Except as otherwise provided in this Agreement, the covenants contained in this
Agreement to be performed before the Closing shall not survive the Closing and
the covenants contained in this Agreement to be performed at or after the
Closing shall survive the Closing indefinitely.
8.2 Indemnification Provisions for Benefit of the Buyer.
(a) General Indemnity. Seller shall and will indemnify and hold
harmless Buyer Indemnities from and against the entirety of any Adverse
Consequences arising from, relating to, or in connection with:
(i) any breach of any representation made by Seller in this
Agreement (so long as the applicable survival period set forth in SECTION 8.1
has not expired), the Disclosure Schedule, the supplements to the Disclosure
Schedule, the Seller's Closing Certificate, any transfer instrument, and any
other certificate, document, agreement, writing or instrument delivered by
Seller pursuant to this Agreement;
(ii) any breach of any covenant or obligation of Seller in
this Agreement (so long as the applicable survival period set forth in SECTION
8.1 has not expired), the Disclosure Schedule, the supplements to this
Disclosure Schedule, the Seller's Closing Certificates, any transfer instrument,
and any other certificate, document, agreement, writing or instrument delivered
by Seller pursuant to this Agreement;
(iii) any Liability arising out of the ownership or operation
of the Assets and the Business prior to the Closing Date (other than the Assumed
Liabilities);
(iv) any non-compliance with any bulk sales laws or fraudulent
transfer law in respect of the transactions contemplated by this Agreement;
(v) any matters involving fraud or willful misconduct; or
(vi) any Retained Liabilities.
(b) Written Claims. The Buyer may make a claim (not involving a
Third Party Claim) in any amount to which they may be entitled under this
Agreement by providing a written claim for indemnification against the Seller
within any applicable survival period promptly after the Buyer has notice of any
Adverse Consequence which may give rise to a claim for indemnification;
provided, however, that no delay on the part of the Buyer in notifying Seller
shall relieve Seller from any obligation hereunder unless (and then solely to
the extent) Seller is prejudiced by such delay.

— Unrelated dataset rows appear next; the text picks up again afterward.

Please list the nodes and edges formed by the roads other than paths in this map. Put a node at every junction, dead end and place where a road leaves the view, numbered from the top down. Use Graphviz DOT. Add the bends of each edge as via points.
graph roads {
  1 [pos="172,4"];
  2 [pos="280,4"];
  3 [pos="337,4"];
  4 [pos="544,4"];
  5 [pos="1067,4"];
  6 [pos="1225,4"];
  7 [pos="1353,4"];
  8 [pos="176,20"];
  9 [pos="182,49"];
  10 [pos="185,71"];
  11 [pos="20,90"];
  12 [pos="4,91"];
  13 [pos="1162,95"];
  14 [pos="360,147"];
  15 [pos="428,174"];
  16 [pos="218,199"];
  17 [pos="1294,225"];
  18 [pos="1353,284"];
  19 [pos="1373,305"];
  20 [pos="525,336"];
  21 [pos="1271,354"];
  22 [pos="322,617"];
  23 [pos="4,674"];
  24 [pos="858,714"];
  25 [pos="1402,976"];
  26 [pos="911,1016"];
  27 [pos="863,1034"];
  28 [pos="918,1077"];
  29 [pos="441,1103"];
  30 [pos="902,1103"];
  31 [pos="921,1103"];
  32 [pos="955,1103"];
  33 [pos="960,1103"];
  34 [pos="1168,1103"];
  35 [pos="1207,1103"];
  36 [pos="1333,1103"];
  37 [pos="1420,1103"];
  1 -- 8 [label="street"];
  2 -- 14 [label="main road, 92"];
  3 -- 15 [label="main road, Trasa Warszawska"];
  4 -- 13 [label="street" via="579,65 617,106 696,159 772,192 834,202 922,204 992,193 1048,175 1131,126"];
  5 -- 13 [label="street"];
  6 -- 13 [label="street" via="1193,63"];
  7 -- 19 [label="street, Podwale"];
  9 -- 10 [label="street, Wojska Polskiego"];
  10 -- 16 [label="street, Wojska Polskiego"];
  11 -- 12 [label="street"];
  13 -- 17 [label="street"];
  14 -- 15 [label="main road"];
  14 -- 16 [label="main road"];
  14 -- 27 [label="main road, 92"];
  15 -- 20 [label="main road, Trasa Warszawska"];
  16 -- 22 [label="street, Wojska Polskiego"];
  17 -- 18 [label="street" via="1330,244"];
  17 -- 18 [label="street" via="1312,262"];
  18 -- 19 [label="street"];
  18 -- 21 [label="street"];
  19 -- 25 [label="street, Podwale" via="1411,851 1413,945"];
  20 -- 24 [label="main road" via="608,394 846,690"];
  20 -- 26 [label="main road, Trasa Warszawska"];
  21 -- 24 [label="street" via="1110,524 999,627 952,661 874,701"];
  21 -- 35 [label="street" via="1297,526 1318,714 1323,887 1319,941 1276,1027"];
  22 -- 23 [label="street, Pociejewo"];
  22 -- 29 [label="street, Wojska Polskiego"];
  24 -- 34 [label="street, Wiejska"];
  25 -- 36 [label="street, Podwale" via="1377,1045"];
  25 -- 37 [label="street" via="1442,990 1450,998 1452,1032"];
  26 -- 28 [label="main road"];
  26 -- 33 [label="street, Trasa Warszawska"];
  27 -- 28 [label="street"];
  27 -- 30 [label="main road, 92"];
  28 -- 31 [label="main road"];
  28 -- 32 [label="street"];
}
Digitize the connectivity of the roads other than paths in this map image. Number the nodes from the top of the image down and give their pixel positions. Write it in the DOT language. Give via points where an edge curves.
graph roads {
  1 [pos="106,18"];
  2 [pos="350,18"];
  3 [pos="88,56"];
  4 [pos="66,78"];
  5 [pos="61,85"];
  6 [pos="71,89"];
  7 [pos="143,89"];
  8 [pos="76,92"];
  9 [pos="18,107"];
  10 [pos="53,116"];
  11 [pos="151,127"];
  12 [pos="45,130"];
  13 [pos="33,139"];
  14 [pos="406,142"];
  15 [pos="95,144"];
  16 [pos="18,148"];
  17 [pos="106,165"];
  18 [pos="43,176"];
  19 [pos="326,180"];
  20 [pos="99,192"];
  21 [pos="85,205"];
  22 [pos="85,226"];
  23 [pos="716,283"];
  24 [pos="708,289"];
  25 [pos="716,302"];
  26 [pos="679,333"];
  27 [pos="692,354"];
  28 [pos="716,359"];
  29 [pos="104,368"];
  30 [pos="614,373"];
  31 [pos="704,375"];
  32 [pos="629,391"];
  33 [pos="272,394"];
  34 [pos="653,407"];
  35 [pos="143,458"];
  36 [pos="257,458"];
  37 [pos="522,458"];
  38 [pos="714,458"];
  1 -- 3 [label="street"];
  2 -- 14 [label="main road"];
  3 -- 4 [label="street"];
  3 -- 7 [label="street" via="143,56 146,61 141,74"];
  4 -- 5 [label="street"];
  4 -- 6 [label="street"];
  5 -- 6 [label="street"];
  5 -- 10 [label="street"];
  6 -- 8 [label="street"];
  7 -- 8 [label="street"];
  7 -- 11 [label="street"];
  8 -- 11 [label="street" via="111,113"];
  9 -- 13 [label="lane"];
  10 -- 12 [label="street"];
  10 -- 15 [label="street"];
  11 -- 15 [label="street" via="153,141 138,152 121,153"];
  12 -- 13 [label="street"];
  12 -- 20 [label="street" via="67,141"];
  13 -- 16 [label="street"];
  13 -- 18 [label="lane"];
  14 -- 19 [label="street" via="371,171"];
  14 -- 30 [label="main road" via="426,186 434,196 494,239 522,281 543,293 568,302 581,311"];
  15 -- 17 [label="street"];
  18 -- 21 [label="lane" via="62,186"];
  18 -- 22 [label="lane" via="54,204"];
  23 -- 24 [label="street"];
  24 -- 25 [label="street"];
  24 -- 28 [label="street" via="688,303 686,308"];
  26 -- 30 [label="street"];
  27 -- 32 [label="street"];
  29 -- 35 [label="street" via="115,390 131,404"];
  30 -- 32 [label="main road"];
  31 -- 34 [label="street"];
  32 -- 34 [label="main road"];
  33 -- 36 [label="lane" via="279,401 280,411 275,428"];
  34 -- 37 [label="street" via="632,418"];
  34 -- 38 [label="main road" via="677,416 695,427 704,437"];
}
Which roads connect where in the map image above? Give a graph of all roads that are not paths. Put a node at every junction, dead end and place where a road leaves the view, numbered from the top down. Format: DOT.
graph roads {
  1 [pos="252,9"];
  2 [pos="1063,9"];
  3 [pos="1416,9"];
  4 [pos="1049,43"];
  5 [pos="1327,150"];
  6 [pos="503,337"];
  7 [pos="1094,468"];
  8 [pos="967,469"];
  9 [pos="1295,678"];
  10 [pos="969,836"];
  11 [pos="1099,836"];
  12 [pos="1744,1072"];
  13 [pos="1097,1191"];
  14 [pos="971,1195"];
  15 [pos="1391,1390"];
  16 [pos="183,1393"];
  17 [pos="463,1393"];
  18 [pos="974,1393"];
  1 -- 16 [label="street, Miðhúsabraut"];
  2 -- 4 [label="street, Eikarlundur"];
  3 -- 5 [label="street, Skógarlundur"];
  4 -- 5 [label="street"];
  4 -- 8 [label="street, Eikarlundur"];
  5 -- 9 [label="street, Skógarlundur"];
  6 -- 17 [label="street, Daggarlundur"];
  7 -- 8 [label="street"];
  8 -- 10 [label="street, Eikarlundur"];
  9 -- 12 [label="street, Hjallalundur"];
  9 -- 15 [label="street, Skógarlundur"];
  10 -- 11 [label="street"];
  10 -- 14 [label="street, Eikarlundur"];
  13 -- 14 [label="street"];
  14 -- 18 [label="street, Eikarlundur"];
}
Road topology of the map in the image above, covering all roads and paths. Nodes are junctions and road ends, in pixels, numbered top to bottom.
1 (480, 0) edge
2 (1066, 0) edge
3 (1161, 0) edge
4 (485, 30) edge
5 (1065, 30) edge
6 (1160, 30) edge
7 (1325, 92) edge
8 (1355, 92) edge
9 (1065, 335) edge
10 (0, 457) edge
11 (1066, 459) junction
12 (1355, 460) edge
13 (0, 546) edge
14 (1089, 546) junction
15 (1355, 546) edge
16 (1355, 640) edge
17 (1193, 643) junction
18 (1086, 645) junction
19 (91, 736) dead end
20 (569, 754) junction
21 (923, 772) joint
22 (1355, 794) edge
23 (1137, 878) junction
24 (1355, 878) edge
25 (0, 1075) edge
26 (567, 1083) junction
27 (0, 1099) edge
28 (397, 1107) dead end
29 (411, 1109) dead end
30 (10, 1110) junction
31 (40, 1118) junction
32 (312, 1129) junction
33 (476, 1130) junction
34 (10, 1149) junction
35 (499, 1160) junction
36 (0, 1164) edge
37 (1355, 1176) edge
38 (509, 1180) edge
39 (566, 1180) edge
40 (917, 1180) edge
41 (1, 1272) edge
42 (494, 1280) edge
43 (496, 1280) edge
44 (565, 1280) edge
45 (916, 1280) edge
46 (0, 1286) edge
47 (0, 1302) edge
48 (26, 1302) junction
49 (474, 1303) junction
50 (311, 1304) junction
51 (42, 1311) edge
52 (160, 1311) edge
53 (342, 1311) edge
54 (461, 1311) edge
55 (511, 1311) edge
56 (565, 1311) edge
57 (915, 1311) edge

8.3 Indemnification Provisions for Benefit of the Seller.
(a) General Indemnity. The Buyer shall and will indemnify and hold
harmless Seller Indemnitees from and against the entirety of any Adverse
Consequences arising from or relating to or in connection with:
(i) any breach of any representations made by the Buyer in
this Agreement (so long as the applicable survival period set forth in SECTION
8.1 has not expired), the Disclosure Schedule, the supplements to the Disclosure
Schedule, the Buyer Closing Certificate, any transfer, instrument, and any other
certificate, document, agreement, writing or instrument delivered by the Buyer
pursuant to this Agreement;
(ii) any breach of any covenant or obligation of the Buyer in
this Agreement (so long as the applicable survival period set forth in SECTION
8.1 has not expired), the Disclosure Schedule, the Buyer Closing Certificate,
any transfer instrument, and any other certificate, document, agreement, writing
or instrument delivered by the Buyer pursuant to this Agreement;
(iii) any matters involving fraud or willful misconduct; or
(iv) any Assumed Liabilities.
(b) Written Claims. The Seller may make a claim (not involving a
Third Party Claim) in any amount to which they may be entitled under this
Agreement by providing a written claim for indemnification against the Buyer
within any applicable survival period promptly after such Indemnified Party has
notice of any Adverse Consequence which may give rise to a claim for
indemnification; provided, however, that no delay on the part of the Seller in
notifying the Buyer shall relieve the Buyer from any obligation hereunder unless
(and then solely to the extent) the Buyer is prejudiced by such delay.
8.4 Matters Involving Third Parties. If any third party shall notify any
party (the "Indemnified Party") with respect to any matter (a "Third Party
Claim") that may give rise to a right to claim for indemnification against any
other party (the "Indemnifying Party") under SECTION 8.2 or SECTION 8.3, then
the Indemnified Party shall promptly (and in any event within five business days
after receiving notice of the Third Party Claim) notify the Indemnifying Party
thereof in writing (the "Claim Notice"); provided, however, that no delay on the
part of the Indemnified Party in notifying the Indemnifying Party shall relieve
the Indemnifying Party from any obligation hereunder unless (and then solely to
the extent) the Indemnifying Party is adversely affected in its ability to
defend against such Claim or is otherwise prejudiced thereby.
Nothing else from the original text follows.